» **Work instructions**:
Your answer should be the lines below from the one holding "thumb ip: (309, 370)" through the one holding "pinky dip: (435, 390)", copied exactly and with nothing else.
- Opening Delimiter -
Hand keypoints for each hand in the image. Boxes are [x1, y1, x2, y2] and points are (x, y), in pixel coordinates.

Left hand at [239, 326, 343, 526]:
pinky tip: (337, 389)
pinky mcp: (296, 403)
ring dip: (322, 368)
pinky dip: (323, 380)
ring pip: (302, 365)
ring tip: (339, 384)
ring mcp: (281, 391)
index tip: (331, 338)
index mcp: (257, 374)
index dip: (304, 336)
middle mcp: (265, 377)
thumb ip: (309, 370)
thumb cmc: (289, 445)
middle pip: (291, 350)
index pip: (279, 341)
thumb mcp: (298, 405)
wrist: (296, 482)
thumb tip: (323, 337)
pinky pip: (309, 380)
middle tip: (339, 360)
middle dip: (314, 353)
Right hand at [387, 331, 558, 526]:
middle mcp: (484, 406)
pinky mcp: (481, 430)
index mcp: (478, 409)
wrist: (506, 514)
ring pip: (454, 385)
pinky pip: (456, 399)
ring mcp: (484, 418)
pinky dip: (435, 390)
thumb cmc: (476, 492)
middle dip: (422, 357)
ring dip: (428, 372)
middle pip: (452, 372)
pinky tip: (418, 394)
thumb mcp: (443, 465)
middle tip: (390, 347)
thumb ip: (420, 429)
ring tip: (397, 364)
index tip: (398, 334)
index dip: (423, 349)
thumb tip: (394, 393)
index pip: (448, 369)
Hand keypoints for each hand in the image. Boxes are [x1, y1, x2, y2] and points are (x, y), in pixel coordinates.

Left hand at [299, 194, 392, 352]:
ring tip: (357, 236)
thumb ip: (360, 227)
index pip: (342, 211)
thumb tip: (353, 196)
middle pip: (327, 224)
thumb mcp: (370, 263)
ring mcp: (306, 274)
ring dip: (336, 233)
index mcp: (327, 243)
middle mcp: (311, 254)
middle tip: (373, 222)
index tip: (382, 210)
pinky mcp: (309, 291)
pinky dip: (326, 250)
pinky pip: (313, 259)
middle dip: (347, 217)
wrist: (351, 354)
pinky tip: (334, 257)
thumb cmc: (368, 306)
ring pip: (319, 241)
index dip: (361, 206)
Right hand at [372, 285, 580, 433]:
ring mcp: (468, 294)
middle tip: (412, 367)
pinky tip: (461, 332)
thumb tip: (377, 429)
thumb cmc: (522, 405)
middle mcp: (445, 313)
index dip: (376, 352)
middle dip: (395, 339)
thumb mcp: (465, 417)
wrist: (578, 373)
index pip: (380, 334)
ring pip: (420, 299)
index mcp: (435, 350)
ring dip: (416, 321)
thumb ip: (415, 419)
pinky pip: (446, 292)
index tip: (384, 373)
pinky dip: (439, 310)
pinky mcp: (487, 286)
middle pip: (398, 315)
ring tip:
- Closing Delimiter -
» **Output of the task**:
thumb ip: (309, 370)
thumb cmc: (289, 445)
middle pip: (291, 350)
index pip: (279, 341)
thumb mcp: (298, 405)
wrist: (296, 482)
thumb tip: (323, 337)
pinky pip: (309, 380)
middle tip: (339, 360)
middle dip: (314, 353)
Right hand at [387, 331, 558, 526]:
middle mcp: (484, 406)
pinky mcp: (481, 430)
index mcp: (478, 409)
wrist: (506, 514)
ring pip: (454, 385)
pinky pip: (456, 399)
ring mcp: (484, 418)
pinky dip: (435, 390)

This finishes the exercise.